You get up on a Saturday morning, get dressed, and throw open the front door. How are you going to spend your day? You can keep things small and routine: visit a friend, go shopping, watch TV. You might also do something epic: take a spontaneous road trip, withdraw your savings and give it to the homeless, start that novel you’ve been talking about for years. The possibilities are seemingly endless!

But they aren’t endless. There are somethings that you are simply not allowed to do, at least not legally or easily. You can’t throw hand grenades at pedestrians. You can’t declare yourself a police officer and start fighting crime. You can’t drive your car onto an airport tarmac.
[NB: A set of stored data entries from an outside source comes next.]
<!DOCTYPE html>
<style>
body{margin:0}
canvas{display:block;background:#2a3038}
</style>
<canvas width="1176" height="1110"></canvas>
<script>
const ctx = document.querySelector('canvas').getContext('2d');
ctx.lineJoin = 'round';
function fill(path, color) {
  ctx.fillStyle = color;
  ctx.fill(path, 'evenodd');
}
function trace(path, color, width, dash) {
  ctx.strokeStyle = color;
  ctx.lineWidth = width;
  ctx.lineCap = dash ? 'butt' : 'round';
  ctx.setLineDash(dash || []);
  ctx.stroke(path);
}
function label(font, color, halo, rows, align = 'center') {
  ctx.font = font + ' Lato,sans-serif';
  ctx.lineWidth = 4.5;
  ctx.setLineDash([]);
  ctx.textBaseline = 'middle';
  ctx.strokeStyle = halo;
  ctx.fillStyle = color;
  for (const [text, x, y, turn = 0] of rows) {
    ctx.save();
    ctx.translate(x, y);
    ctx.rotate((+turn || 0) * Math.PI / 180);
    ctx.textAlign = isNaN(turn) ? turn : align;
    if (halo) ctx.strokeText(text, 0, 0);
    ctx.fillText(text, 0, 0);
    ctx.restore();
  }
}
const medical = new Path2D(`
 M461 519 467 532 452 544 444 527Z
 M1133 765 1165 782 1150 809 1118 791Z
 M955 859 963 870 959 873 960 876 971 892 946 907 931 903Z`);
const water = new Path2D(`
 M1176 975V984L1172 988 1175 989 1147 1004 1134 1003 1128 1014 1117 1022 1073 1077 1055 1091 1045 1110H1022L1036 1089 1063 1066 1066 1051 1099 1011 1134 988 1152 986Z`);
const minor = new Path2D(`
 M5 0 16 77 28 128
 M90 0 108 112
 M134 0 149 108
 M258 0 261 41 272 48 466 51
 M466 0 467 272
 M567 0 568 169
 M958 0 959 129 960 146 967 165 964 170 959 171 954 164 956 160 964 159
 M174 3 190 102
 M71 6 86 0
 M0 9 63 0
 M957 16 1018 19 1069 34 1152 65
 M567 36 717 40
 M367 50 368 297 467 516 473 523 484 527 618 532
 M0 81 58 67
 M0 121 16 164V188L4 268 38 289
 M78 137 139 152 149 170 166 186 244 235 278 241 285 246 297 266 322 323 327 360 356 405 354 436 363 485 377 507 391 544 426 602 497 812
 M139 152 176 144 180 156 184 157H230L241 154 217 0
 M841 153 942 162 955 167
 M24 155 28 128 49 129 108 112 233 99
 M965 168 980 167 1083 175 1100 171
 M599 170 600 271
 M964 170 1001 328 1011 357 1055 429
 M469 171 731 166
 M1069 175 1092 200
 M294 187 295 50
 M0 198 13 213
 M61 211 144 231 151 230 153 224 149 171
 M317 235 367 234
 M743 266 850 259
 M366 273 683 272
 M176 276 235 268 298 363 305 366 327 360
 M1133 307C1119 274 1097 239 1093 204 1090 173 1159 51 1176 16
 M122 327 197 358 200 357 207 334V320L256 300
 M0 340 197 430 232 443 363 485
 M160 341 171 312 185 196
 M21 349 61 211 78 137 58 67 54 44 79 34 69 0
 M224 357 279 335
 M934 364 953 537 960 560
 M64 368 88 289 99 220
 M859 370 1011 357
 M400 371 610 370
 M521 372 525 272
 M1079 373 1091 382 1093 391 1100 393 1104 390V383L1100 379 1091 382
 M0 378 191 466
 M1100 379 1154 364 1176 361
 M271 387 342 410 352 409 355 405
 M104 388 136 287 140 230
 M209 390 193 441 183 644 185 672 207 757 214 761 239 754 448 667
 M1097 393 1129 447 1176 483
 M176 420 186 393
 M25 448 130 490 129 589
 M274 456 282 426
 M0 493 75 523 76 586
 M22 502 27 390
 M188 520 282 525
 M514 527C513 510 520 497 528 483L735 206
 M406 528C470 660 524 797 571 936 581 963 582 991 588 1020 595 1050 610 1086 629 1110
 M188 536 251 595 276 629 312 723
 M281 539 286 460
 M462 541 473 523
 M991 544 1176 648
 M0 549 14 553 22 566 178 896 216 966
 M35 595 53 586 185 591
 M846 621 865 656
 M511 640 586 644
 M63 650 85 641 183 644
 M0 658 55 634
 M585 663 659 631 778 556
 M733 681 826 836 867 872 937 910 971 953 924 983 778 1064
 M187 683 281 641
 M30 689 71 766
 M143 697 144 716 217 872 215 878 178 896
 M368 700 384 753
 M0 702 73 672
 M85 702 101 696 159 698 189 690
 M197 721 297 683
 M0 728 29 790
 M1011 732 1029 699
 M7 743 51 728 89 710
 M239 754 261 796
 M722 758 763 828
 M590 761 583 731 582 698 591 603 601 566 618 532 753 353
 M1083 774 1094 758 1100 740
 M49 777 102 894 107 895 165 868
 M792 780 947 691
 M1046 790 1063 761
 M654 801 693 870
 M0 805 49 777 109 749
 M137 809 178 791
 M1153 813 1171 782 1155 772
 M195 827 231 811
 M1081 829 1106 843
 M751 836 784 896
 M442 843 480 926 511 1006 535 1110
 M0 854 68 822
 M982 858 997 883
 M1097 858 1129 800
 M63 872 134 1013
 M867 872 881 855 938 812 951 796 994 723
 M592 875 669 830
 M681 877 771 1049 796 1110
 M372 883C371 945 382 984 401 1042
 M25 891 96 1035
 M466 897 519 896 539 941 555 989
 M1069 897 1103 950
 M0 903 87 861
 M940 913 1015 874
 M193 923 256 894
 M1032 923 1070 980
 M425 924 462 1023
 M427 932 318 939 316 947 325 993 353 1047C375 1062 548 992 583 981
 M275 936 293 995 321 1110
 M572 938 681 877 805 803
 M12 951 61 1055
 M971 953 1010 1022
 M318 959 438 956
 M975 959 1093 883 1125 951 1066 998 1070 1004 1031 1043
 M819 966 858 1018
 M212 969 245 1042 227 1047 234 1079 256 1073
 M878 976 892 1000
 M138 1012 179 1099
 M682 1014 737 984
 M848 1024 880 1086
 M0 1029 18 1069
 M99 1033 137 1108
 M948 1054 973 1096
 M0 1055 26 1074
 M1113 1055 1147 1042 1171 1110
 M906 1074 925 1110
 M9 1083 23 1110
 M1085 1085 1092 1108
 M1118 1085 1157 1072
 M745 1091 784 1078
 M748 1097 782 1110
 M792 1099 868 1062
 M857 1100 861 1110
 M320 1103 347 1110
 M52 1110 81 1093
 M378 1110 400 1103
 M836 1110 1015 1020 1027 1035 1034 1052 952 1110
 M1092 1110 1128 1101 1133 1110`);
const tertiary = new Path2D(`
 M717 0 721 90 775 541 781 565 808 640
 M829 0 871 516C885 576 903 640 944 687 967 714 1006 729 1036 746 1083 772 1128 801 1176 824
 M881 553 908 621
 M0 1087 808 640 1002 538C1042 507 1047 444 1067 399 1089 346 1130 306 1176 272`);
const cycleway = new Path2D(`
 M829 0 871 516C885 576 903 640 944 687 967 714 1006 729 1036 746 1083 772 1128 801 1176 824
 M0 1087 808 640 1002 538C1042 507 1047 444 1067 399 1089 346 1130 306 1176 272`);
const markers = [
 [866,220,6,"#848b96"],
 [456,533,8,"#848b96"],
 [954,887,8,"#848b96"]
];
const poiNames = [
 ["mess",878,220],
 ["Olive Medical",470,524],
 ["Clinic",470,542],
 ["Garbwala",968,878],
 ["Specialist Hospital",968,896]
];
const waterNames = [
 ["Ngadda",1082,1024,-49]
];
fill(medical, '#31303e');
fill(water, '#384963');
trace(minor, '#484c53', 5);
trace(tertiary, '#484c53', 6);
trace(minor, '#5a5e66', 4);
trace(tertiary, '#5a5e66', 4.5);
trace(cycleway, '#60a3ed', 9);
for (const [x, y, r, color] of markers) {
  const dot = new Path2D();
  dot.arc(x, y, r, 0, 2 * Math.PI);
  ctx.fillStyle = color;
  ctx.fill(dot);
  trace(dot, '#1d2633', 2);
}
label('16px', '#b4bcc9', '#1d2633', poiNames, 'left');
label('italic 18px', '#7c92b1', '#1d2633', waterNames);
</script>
Is your “free will” restricted by not having every theoretical activity available to you? Perhaps, but is this really a problem? We generally agree as a civilization that, as a whole, we’re better off if individuals don’t have certain options on the table. We might argue about what those options are, but few advocate anarchy as the ideal state of affairs.

Now let’s get into a specific example. Let’s say you’re a young man with a history of violence, and you really have it out for your mother-in-law. You decide to spend your day of endless possibility by going to her church and shooting up the place.

Would anyone have a problem if this man wasn’t given this particular option? If God placed an invisible wall around the church, preventing the man from entering or firing through, would we be any worse off? Indeed, wouldn’t this in fact be a powerful testimony of God’s protection? Imagine if someone got a video of a gun-wielding madman smacking into absolutely nothing!

Instead, in the aftermath of yet another gun massacre, we are forced to assume that God must have his reasons for not interfering – just like in Columbine, Paducah, Killeen, Austin, San Bernardino, Sandy Hook, Las Vegas, Orlando, Virginia Tech, Fort Hood, Aurora, Charleston… and on and on.